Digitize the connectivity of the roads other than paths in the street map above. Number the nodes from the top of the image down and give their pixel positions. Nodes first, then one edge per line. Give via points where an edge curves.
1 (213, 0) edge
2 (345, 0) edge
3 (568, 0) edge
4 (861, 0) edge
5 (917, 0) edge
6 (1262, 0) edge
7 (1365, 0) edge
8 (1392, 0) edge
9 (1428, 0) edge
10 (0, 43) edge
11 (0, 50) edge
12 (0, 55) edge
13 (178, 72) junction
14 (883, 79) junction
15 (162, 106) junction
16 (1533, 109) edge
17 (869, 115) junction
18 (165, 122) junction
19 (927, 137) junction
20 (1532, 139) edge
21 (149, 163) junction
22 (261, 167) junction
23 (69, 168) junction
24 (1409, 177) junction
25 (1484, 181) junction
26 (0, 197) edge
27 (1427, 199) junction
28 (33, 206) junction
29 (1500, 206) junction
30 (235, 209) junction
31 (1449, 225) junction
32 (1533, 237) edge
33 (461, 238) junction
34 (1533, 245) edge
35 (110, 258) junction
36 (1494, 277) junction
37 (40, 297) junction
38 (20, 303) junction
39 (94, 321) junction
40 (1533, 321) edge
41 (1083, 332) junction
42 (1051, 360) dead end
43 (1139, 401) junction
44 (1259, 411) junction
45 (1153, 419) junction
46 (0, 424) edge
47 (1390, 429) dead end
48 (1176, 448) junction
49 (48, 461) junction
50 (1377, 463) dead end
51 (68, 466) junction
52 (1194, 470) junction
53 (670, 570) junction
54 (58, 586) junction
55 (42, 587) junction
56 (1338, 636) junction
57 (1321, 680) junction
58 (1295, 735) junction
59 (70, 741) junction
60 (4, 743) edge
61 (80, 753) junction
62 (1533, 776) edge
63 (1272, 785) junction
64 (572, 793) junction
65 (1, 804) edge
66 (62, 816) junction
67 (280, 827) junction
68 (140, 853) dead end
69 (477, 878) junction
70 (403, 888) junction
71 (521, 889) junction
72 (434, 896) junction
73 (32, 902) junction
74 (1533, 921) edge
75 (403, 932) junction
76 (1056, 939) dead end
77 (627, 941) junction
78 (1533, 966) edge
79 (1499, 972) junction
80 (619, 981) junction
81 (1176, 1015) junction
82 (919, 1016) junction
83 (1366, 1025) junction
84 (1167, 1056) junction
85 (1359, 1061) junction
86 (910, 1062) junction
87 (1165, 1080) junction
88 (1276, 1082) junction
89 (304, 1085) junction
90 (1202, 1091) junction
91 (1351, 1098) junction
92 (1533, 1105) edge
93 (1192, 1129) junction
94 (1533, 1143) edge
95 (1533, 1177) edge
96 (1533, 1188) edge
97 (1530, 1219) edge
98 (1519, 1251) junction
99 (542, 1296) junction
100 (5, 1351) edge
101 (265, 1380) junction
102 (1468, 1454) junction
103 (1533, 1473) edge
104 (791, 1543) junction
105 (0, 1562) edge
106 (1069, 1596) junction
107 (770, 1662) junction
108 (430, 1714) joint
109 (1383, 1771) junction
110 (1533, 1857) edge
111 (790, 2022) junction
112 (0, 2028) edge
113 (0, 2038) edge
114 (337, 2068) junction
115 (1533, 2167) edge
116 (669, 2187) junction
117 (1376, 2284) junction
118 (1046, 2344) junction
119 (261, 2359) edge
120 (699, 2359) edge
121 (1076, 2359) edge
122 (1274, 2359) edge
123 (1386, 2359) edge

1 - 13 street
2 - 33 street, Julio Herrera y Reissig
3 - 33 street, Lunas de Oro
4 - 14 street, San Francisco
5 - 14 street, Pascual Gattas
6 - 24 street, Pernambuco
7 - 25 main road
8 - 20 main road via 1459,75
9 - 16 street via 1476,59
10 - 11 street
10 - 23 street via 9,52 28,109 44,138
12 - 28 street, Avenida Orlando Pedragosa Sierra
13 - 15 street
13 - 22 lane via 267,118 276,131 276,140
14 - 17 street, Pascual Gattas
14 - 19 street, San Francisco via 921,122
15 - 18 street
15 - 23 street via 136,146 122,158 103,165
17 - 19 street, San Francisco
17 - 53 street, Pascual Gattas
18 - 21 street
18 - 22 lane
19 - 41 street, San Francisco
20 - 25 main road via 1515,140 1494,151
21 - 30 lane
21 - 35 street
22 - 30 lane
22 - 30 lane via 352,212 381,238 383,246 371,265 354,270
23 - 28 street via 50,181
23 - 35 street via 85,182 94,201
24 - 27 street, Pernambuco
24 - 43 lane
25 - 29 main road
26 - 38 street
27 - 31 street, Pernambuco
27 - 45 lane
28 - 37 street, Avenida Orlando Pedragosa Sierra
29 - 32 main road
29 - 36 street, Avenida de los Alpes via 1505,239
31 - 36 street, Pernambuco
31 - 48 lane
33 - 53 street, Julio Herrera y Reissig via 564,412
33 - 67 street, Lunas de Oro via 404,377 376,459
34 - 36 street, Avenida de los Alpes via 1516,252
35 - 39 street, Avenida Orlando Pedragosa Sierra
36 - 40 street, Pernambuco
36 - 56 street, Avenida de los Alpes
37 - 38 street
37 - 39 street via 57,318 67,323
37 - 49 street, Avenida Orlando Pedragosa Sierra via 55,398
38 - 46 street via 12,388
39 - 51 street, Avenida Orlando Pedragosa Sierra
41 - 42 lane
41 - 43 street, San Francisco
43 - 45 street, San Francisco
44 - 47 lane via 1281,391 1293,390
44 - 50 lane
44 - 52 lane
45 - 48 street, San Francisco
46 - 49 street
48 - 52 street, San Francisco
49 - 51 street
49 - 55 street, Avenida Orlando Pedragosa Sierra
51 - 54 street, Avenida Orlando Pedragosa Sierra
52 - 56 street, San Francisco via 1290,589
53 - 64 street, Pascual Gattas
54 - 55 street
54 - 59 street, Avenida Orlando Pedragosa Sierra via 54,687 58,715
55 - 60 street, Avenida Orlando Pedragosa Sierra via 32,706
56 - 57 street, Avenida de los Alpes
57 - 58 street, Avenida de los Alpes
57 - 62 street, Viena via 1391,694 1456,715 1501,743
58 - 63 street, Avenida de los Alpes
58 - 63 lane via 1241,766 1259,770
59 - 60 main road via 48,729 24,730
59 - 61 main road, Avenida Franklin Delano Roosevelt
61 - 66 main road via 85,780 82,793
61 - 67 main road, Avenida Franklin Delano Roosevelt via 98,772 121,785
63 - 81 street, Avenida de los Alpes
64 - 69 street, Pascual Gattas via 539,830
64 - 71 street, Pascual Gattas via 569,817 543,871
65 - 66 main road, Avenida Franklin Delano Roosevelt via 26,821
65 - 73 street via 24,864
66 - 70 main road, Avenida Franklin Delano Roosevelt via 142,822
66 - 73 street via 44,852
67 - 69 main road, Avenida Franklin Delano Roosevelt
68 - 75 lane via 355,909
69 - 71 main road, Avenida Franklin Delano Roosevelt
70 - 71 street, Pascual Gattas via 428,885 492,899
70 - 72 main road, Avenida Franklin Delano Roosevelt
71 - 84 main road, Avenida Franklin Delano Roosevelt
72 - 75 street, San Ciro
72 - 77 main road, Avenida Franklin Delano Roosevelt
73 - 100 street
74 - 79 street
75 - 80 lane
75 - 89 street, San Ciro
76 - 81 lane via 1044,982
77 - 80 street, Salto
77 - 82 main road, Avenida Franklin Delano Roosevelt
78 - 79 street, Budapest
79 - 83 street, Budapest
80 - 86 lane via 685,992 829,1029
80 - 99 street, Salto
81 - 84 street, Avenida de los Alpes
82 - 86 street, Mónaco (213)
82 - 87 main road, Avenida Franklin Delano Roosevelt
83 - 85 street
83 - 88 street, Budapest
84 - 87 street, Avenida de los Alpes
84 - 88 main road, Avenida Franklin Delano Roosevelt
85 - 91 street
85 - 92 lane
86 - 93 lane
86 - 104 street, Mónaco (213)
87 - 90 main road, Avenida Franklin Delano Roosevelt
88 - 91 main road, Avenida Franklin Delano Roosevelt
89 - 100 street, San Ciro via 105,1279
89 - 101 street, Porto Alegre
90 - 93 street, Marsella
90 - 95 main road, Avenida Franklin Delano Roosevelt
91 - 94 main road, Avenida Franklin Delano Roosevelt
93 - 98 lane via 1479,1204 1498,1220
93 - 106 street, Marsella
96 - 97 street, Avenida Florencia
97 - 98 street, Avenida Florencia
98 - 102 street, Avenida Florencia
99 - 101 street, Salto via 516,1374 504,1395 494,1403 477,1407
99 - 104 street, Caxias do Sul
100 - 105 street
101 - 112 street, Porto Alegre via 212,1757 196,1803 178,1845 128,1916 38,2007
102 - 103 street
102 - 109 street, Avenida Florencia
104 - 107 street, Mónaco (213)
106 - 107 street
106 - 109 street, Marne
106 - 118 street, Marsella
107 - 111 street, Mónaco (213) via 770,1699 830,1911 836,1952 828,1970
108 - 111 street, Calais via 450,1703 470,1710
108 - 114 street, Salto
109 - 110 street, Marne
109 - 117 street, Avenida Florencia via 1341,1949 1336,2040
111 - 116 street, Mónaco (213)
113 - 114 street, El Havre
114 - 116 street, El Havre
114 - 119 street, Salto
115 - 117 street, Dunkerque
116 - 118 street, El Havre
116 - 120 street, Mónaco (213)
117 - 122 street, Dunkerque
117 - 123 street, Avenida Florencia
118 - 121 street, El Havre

§ §

TASK INSTRUCTIONS: What is the number of lines in the data that include "Florencia"? Answer with that number alone.

TASK ANSWER: 6